SOURCE DATA =>

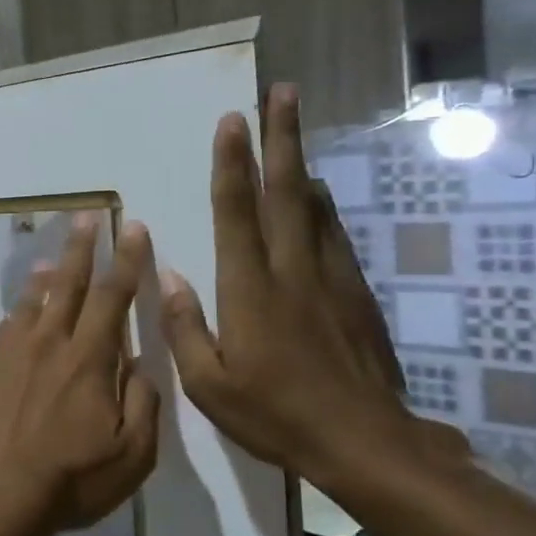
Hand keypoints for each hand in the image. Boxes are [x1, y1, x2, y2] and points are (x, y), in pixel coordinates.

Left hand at [0, 215, 160, 534]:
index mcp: (90, 358)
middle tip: (87, 215)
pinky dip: (20, 305)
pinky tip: (22, 307)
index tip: (133, 228)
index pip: (114, 296)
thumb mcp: (131, 455)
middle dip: (83, 246)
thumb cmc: (68, 478)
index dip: (127, 260)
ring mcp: (14, 350)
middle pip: (71, 283)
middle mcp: (51, 341)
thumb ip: (143, 403)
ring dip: (50, 272)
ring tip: (56, 255)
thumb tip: (142, 364)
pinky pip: (8, 323)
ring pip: (35, 299)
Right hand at [159, 86, 448, 487]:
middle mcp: (291, 270)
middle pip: (285, 191)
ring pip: (314, 206)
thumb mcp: (210, 385)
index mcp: (250, 290)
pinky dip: (322, 205)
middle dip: (281, 137)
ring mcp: (330, 278)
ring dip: (301, 162)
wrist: (364, 442)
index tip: (232, 122)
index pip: (237, 213)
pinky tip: (316, 194)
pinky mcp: (355, 293)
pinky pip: (334, 234)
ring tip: (294, 127)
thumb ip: (185, 327)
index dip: (232, 164)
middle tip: (281, 93)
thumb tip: (171, 276)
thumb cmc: (276, 415)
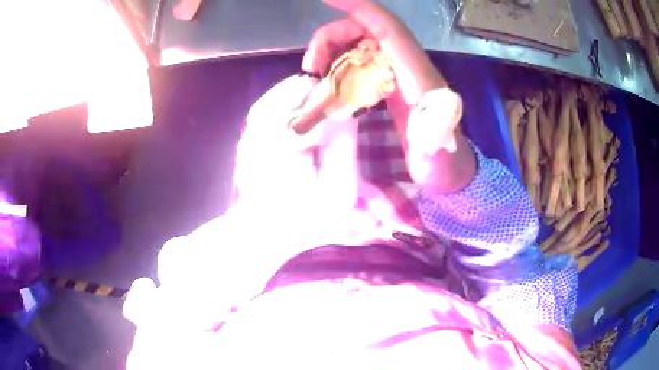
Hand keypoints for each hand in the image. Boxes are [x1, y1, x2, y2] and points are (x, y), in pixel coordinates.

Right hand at [304, 1, 474, 192]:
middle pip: (368, 32)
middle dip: (334, 38)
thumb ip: (435, 140)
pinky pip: (362, 63)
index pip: (389, 30)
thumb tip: (428, 116)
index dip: (360, 10)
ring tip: (315, 75)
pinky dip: (341, 66)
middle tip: (311, 66)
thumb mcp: (440, 159)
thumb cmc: (445, 167)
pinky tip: (329, 85)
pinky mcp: (393, 87)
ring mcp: (400, 76)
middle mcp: (409, 69)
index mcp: (420, 78)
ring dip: (334, 51)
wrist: (452, 173)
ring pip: (362, 45)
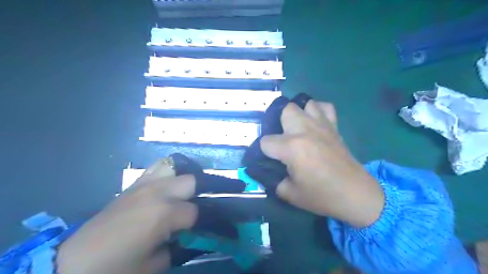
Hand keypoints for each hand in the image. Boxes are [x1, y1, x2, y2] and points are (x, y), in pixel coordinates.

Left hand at [58, 159, 197, 273]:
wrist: (77, 261)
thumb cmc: (119, 266)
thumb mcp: (156, 264)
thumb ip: (179, 245)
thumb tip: (187, 233)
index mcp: (165, 213)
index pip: (194, 211)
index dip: (194, 223)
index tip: (189, 231)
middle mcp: (158, 192)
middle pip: (190, 181)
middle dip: (194, 196)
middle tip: (187, 210)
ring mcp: (145, 184)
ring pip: (174, 167)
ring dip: (180, 181)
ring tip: (178, 195)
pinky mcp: (134, 184)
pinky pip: (156, 168)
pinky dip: (165, 173)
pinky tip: (164, 186)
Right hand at [262, 100, 383, 226]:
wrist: (355, 194)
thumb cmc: (322, 195)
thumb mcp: (289, 193)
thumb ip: (272, 179)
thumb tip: (266, 170)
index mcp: (291, 147)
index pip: (265, 142)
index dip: (262, 151)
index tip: (267, 159)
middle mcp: (304, 130)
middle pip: (284, 111)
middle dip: (277, 124)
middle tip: (281, 140)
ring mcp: (321, 125)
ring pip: (304, 104)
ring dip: (297, 114)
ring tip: (296, 128)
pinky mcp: (333, 126)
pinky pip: (324, 107)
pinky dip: (317, 110)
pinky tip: (314, 122)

TASK DIRECTIONS => Lines of the listing above that contain the word "hand" should all be returned.

YOUR SOLUTION =>
Hand keypoints for each hand in the image. Boxes are [x1, y1, x2, y2] and points are (x, y), in pixel coordinates.
Left hand at [0, 215, 160, 534]:
Right hand at [159, 86, 448, 487]:
Hand keypoints for each hand in the image. Boxes are [x1, y1, x2, y2] and points are (x, y), in pixel coordinates.
Right hand at [304, 1, 474, 192]:
Hand keypoints for each hand in the image. Boxes are [x1, y1, x2, y2] and points are (x, y), in pixel coordinates.
Left hand at [58, 159, 197, 273]:
Right hand at [262, 100, 383, 226]:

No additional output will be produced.